Клод опять заговорил. Говорил он, рассказывают, с чрезвычайным красноречием, кстати сказать, ему присущим. Он отлично сознает, заявил он, что совершит преступление, но не считает себя неправым. Взывая к совести восьмидесяти одного вора, его слушавших, он продолжал:
что он доведен до последней крайности;
что необходимость самому восстановить справедливость – это тупик, куда человек иногда попадает помимо своей воли;
что, конечно, он не может лишить смотрителя жизни, не заплатив за нее своей собственной; но он находит правильным отдать свою жизнь за справедливое дело;
что он много об этом, и только об одном этом, думал в продолжение целых двух месяцев;
что, как он сам уверен, им руководит не чувство злобы, но если бы это было так, то он умоляет, чтобы ему об этом сказали;
что о своих побуждениях он чистосердечно рассказал справедливым людям, слушающим его;
что он собирается убить господина Н., но если у кого-нибудь есть замечания на этот счет, он готов их выслушать.
Поднял голос только один человек, сказавший, что, прежде чем убить смотрителя, пусть Клод попытается в последний раз поговорить с ним и смягчить его.
– Правильно, – сказал Клод, – я это сделаю.
На больших часах пробило восемь ударов. Смотритель должен был прийти в девять часов.
Когда этот своеобразный кассационный суд как бы утвердил вынесенный приговор, Клод снова обрел свое душевное спокойствие. Он выложил на стол все, что у него было из белья и одежды, жалкое имущество арестанта, и, вызывая одного за другим тех, кого больше всего любил после Альбена, все им роздал. Себе он оставил только маленькие ножницы.
Затем он со всеми расцеловался; некоторые плакали, Клод улыбался им.
В этот последний час были минуты, когда он говорил так спокойно и даже весело, что многие из его товарищей, как они потом заявляли, надеялись, что он откажется от своего решения. Он даже шутки ради погасил, дунув носом, одну из немногих свечей, скудно освещавших мастерскую, ибо с детства усвоил дурные привычки, чаще, чем следует, нарушавшие его природную степенность. Порой в нем все же чувствовался парижский уличный мальчишка, черты которого проступали, несмотря ни на что.
Он заметил молоденького арестанта, который не сводя глаз смотрел на него, страшно бледный, и дрожал, по-видимому, в ожидании того, что ему предстояло увидеть.

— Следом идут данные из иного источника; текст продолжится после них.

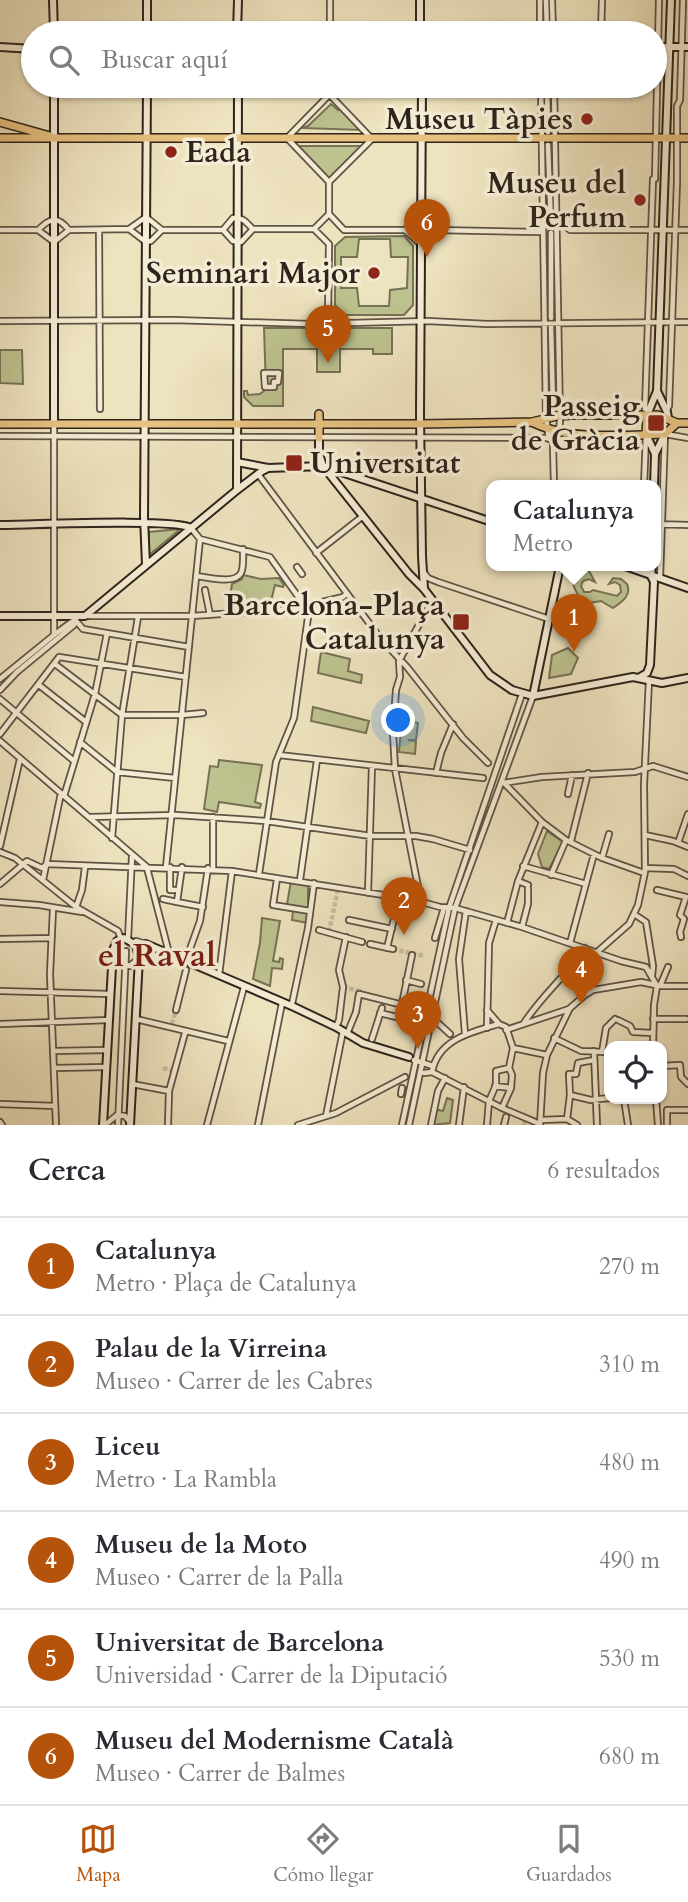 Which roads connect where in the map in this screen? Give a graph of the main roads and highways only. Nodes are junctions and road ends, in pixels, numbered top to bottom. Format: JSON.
{"nodes":[{"id":1,"x":53,"y":0,"type":"edge"},
{"id":2,"x":147,"y":0,"type":"edge"},
{"id":3,"x":238,"y":0,"type":"edge"},
{"id":4,"x":420,"y":0,"type":"edge"},
{"id":5,"x":671,"y":0,"type":"edge"},
{"id":6,"x":54,"y":21,"type":"edge"},
{"id":7,"x":147,"y":21,"type":"edge"},
{"id":8,"x":237,"y":21,"type":"edge"},
{"id":9,"x":421,"y":21,"type":"edge"},
{"id":10,"x":0,"y":47,"type":"edge"},
{"id":11,"x":670,"y":47,"type":"junction"},
{"id":12,"x":685,"y":47,"type":"edge"},
{"id":13,"x":21,"y":48,"type":"edge"},
{"id":14,"x":54,"y":98,"type":"edge"},
{"id":15,"x":146,"y":98,"type":"edge"},
{"id":16,"x":238,"y":98,"type":"edge"},
{"id":17,"x":422,"y":98,"type":"edge"},
{"id":18,"x":0,"y":122,"type":"edge"},
{"id":19,"x":666,"y":137,"type":"junction"},
{"id":20,"x":0,"y":138,"type":"edge"},
{"id":21,"x":54,"y":138,"type":"junction"},
{"id":22,"x":146,"y":138,"type":"junction"},
{"id":23,"x":238,"y":138,"type":"junction"},
{"id":24,"x":422,"y":138,"type":"junction"},
{"id":25,"x":688,"y":138,"type":"edge"},
{"id":26,"x":657,"y":391,"type":"junction"},
{"id":27,"x":646,"y":412,"type":"junction"},
{"id":28,"x":667,"y":414,"type":"junction"},
{"id":29,"x":319,"y":418,"type":"junction"},
{"id":30,"x":532,"y":422,"type":"junction"},
{"id":31,"x":145,"y":423,"type":"junction"},
{"id":32,"x":237,"y":423,"type":"junction"},
{"id":33,"x":677,"y":423,"type":"junction"},
{"id":34,"x":688,"y":423,"type":"edge"},
{"id":35,"x":0,"y":424,"type":"edge"},
{"id":36,"x":54,"y":424,"type":"junction"},
{"id":37,"x":420,"y":424,"type":"junction"},
{"id":38,"x":646,"y":434,"type":"junction"},
{"id":39,"x":666,"y":434,"type":"junction"},
{"id":40,"x":319,"y":438,"type":"joint"},
{"id":41,"x":655,"y":454,"type":"junction"},
{"id":42,"x":237,"y":462,"type":"junction"},
{"id":43,"x":323,"y":466,"type":"junction"},
{"id":44,"x":268,"y":468,"type":"junction"},
{"id":45,"x":654,"y":480,"type":"edge"},
{"id":46,"x":236,"y":490,"type":"junction"},
{"id":47,"x":421,"y":499,"type":"junction"},
{"id":48,"x":486,"y":520,"type":"edge"},
{"id":49,"x":144,"y":523,"type":"junction"},
{"id":50,"x":0,"y":525,"type":"edge"},
{"id":51,"x":191,"y":528,"type":"junction"},
{"id":52,"x":146,"y":565,"type":"junction"},
{"id":53,"x":559,"y":571,"type":"edge"},
{"id":54,"x":645,"y":571,"type":"edge"},
{"id":55,"x":653,"y":571,"type":"edge"},
{"id":56,"x":655,"y":579,"type":"junction"},
{"id":57,"x":688,"y":588,"type":"edge"},
{"id":58,"x":424,"y":589,"type":"junction"},
{"id":59,"x":0,"y":616,"type":"edge"},
{"id":60,"x":640,"y":677,"type":"junction"},
{"id":61,"x":688,"y":678,"type":"edge"},
{"id":62,"x":533,"y":696,"type":"junction"},
{"id":63,"x":146,"y":944,"type":"road end"},
{"id":64,"x":418,"y":1062,"type":"road end"},
{"id":65,"x":104,"y":1125,"type":"edge"},
{"id":66,"x":130,"y":1125,"type":"edge"}],
"edges":[{"from":1,"to":6,"type":"main road"},
{"from":2,"to":7,"type":"main road"},
{"from":3,"to":8,"type":"main road"},
{"from":4,"to":9,"type":"main road"},
{"from":5,"to":11,"type":"main road"},
{"from":10,"to":13,"type":"main road"},
{"from":11,"to":12,"type":"main road"},
{"from":11,"to":19,"type":"main road"},
{"from":14,"to":21,"type":"main road"},
{"from":15,"to":22,"type":"main road"},
{"from":16,"to":23,"type":"main road"},
{"from":17,"to":24,"type":"main road"},
{"from":18,"to":21,"type":"main road"},
{"from":19,"to":24,"type":"main road"},
{"from":19,"to":25,"type":"main road"},
{"from":19,"to":26,"type":"main road"},
{"from":20,"to":21,"type":"main road"},
{"from":21,"to":22,"type":"main road"},
{"from":21,"to":36,"type":"main road"},
{"from":22,"to":23,"type":"main road"},
{"from":22,"to":31,"type":"main road"},
{"from":23,"to":24,"type":"main road"},
{"from":23,"to":32,"type":"main road"},
{"from":24,"to":37,"type":"main road"},
{"from":26,"to":27,"type":"main road"},
{"from":26,"to":28,"type":"main road"},
{"from":27,"to":28,"type":"main road"},
{"from":27,"to":30,"type":"main road"},
{"from":27,"to":38,"type":"main road"},
{"from":28,"to":33,"type":"main road"},
{"from":28,"to":39,"type":"main road"},
{"from":29,"to":32,"type":"main road"},
{"from":29,"to":37,"type":"main road"},
{"from":29,"to":40,"type":"main road"},
{"from":30,"to":37,"type":"main road"},
{"from":30,"to":38,"type":"main road"},
{"from":31,"to":32,"type":"main road"},
{"from":31,"to":36,"type":"main road"},
{"from":31,"to":49,"type":"main road"},
{"from":32,"to":42,"type":"main road"},
{"from":33,"to":34,"type":"main road"},
{"from":33,"to":39,"type":"main road"},
{"from":35,"to":36,"type":"main road"},
{"from":37,"to":47,"type":"main road"},
{"from":38,"to":39,"type":"main road"},
{"from":38,"to":41,"type":"main road"},
{"from":39,"to":41,"type":"main road"},
{"from":40,"to":43,"type":"main road"},
{"from":41,"to":45,"type":"main road"},
{"from":42,"to":44,"type":"main road"},
{"from":42,"to":46,"type":"main road"},
{"from":43,"to":44,"type":"main road"},
{"from":43,"to":47,"type":"main road"},
{"from":43,"to":58,"type":"main road"},
{"from":44,"to":46,"type":"main road"},
{"from":46,"to":51,"type":"main road"},
{"from":47,"to":48,"type":"main road"},
{"from":47,"to":58,"type":"main road"},
{"from":49,"to":50,"type":"main road"},
{"from":49,"to":51,"type":"main road"},
{"from":49,"to":52,"type":"main road"},
{"from":51,"to":52,"type":"main road"},
{"from":52,"to":59,"type":"main road"},
{"from":53,"to":62,"type":"main road"},
{"from":54,"to":56,"type":"main road"},
{"from":55,"to":56,"type":"main road"},
{"from":56,"to":57,"type":"main road"},
{"from":56,"to":60,"type":"main road"},
{"from":58,"to":62,"type":"main road"},
{"from":60,"to":61,"type":"main road"},
{"from":60,"to":62,"type":"main road"},
{"from":63,"to":64,"type":"main road"},
{"from":65,"to":66,"type":"main road"}]}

– Полно, парень, крепись, – ласково подбодрил его Клод. – Вмиг будет сделано.
Раздав все свои пожитки, со всеми попрощавшись, пожав всем руки, он пресек тревожные разговоры, возникавшие то Тут, то там в темных углах мастерской, и велел снова приняться за работу. Все молча повиновались.
Мастерская, где это происходило, представляла собой продолговатое помещение, удлиненный параллелограмм с окнами по обеим широким сторонам и двумя дверьми, одна против другой, в противоположных его концах. Станки были расставлены по обеим сторонам помещения, возле окон, а под прямым углом к стене стояли скамьи; свободное пространство между двумя рядами станков образовывало нечто вроде длинной дорожки, тянущейся через всю мастерскую и ведущей от одной двери к другой. По этой-то дорожке, довольно узкой, и должен был пройти смотритель, совершая вечерний обход. Он входил в дверь с южной стороны и выходил в северную, бросив беглый взгляд на работавших справа и слева арестантов. Обыкновенно он пробегал это расстояние довольно быстро, не останавливаясь.